The buses in the RIPTA parking lot on Melrose Street rest in orderly lines. Beside them, rows of cars glitter behind a chain link fence. This lot in South Providence used to echo with more than just the low rumble of engines-it was once the site of Melrose Park, a lively ballpark and home to the Providence Grays from 1906-1918. The Grays began playing in 1878, the same year that the Providence Baseball Association formed.
Their first ballpark was on Messer Street, just south of Willow Street; in 1884, they won what was, according to some, the first World Series, a playoff between the National League and the American Association. The Grays later joined the International League, and began playing in Melrose Park in 1906. The new ballpark had bleachers around two sides, a grandstand, and a dressing room on the corner where a parking attendant's hut now sits.
The highlight of the Grays' time at Melrose Park was the 1914 season; that year they won the International League championship, beating out the Baltimore Orioles 2-0 in a home game. ("Baltimore crumples under irresistible attack," reported the Providence Journal.) An important element of the Gray's "irresistible attack" was a visiting player: a mostly-unknown pitcher named George Herman Ruth, better known as Babe.

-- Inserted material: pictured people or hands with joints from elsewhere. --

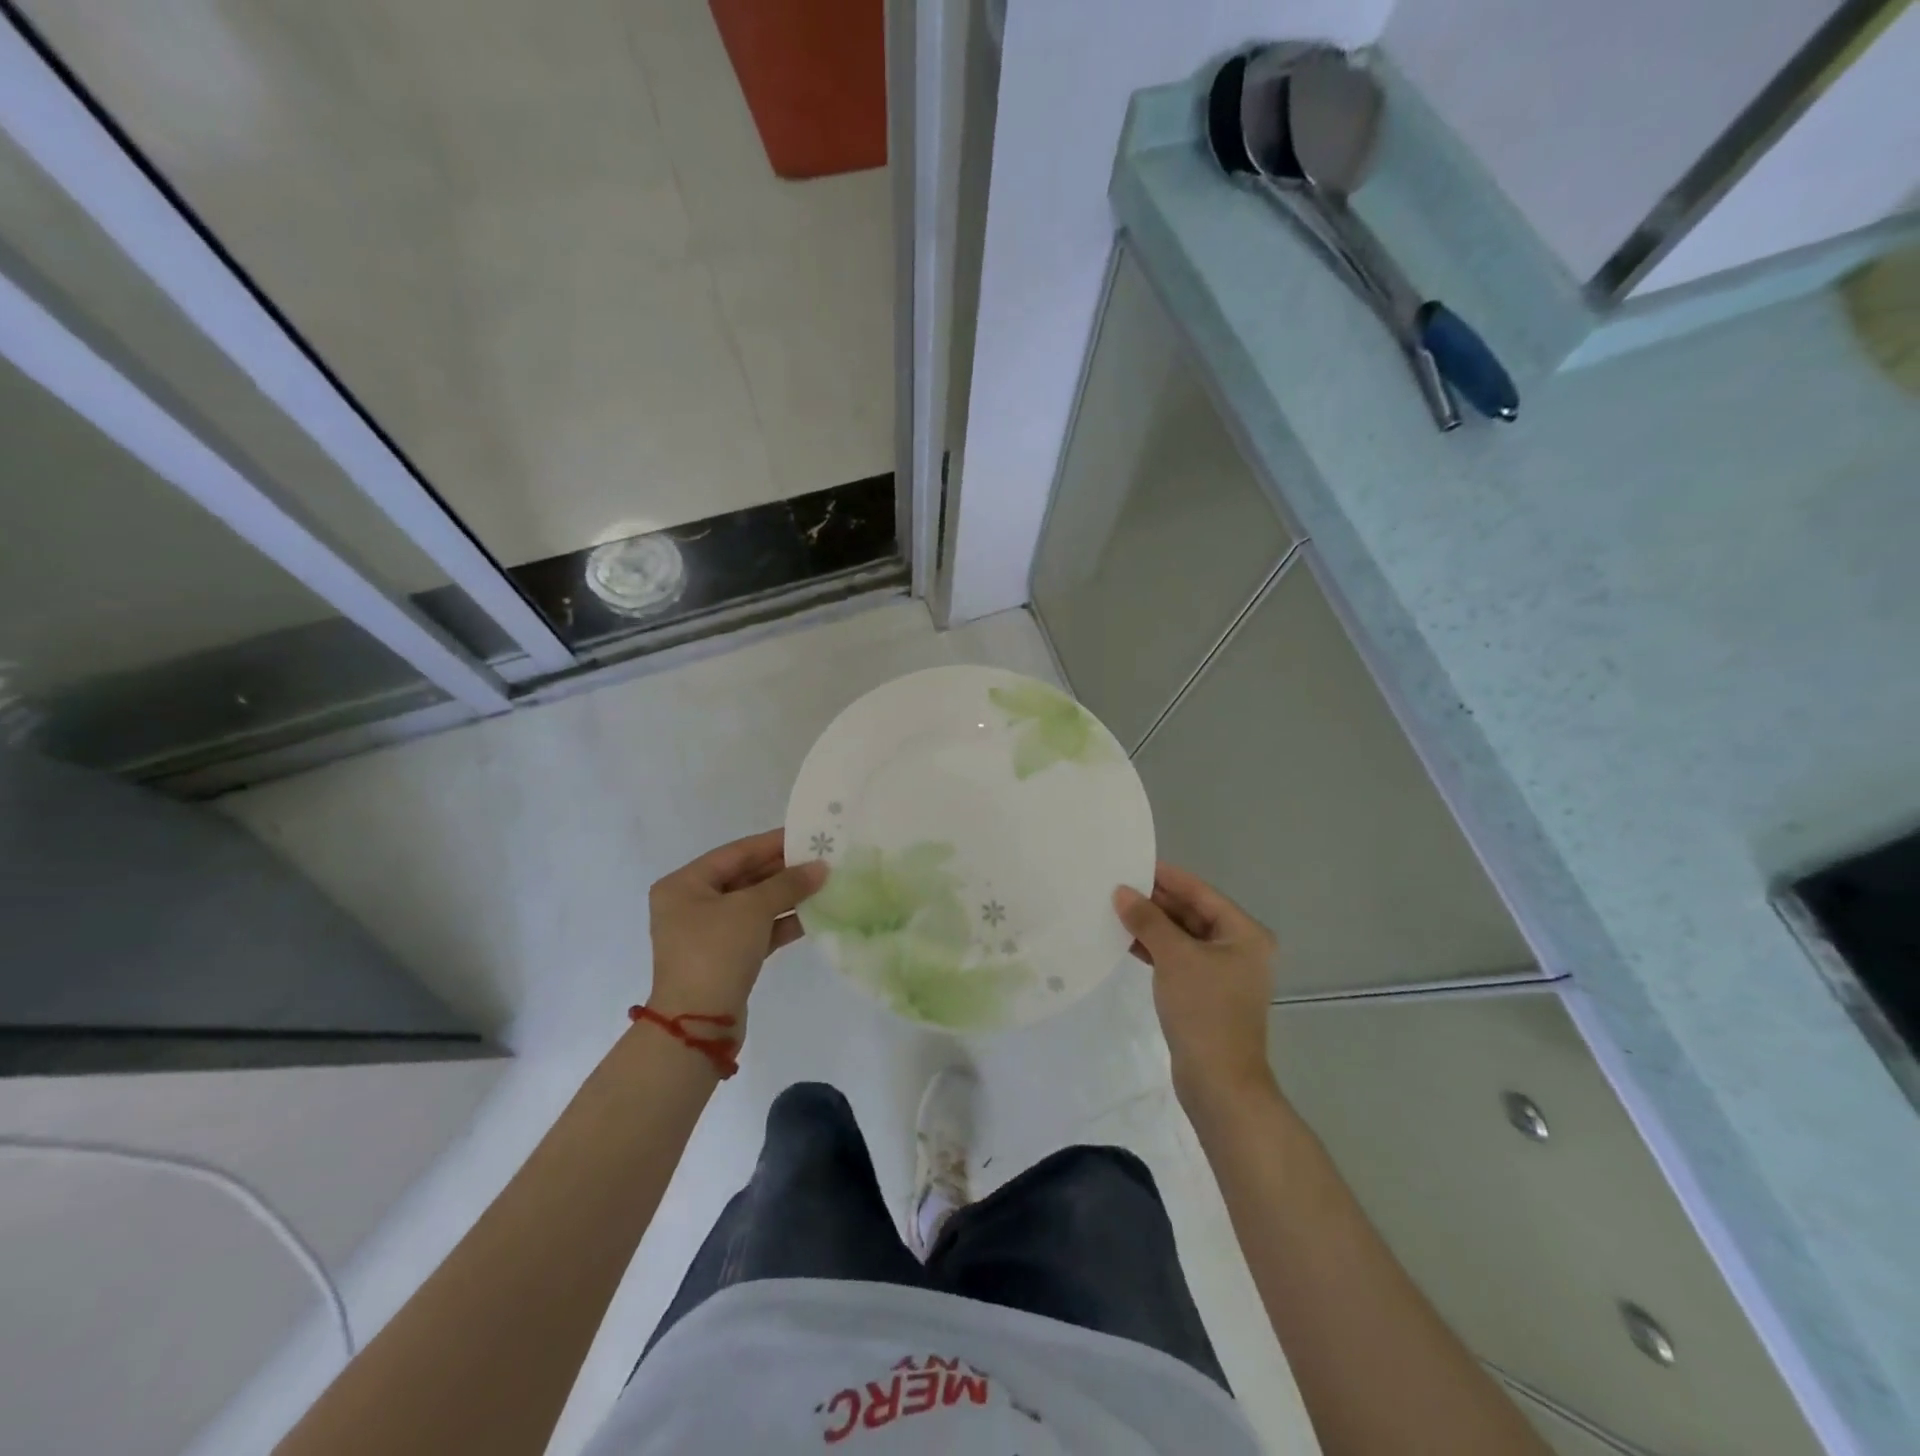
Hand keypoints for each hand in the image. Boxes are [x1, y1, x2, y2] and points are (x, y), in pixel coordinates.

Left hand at [648, 830, 825, 1023]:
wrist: (698, 1023)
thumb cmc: (716, 951)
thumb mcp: (753, 909)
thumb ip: (788, 883)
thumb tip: (821, 867)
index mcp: (684, 884)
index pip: (736, 852)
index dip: (773, 843)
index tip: (807, 834)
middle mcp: (691, 904)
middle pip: (745, 877)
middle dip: (783, 871)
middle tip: (821, 860)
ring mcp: (707, 933)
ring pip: (754, 905)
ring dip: (787, 896)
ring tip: (824, 884)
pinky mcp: (725, 957)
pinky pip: (757, 930)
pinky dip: (782, 922)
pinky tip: (813, 915)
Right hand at [1115, 863, 1278, 1115]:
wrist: (1219, 1083)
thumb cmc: (1204, 1010)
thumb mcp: (1174, 957)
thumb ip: (1148, 920)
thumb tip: (1122, 892)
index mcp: (1244, 934)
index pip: (1201, 892)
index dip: (1168, 877)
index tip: (1134, 862)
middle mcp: (1239, 948)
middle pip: (1192, 913)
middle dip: (1156, 901)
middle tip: (1118, 886)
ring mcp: (1223, 973)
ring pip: (1183, 937)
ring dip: (1152, 925)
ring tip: (1116, 909)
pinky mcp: (1206, 994)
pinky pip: (1178, 959)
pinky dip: (1155, 949)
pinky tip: (1126, 941)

Babe Ruth made his debut pitching with the Boston Red Sox in July of 1914; after two games with the Red Sox, he was sent to Providence, where he played with the Providence Grays for six weeks, helping them to win the championship before returning to Boston for the rest of the season.
Every year in early summer, Melrose Park also hosted a different kind of entertainment: the Ringling Brothers, Barnum and Bailey Circus. The circus would arrive with cages of animals they claimed "the largest menagerie on earth"--and more than 40 elephants, sideshow acts, and an enormous bigtop tent which they would unroll from trucks and erect in front of an eager audience. The circus attracted everyone from families to wandering pickpockets (the latter eliciting complaints from neighbors in wealthy Elmwood, whose strolls in Roger Williams Park were disrupted by unsavory wanderers in the years before I-95 separated the two areas).
When the Grays left the International League in favor of the new Eastern League 1918, they began playing at Weston Field in Cranston, and Melrose Park fell into disuse. In 1920, Whitins Machine Works purchased the field; they knocked down the grandstand and bleachers the next spring, but never built on the lot. It eventually became parking for the Rhode Island Public Transit Authority's garage on Melrose Street, with buses slumbering where ball fans and circus elephants once roamed.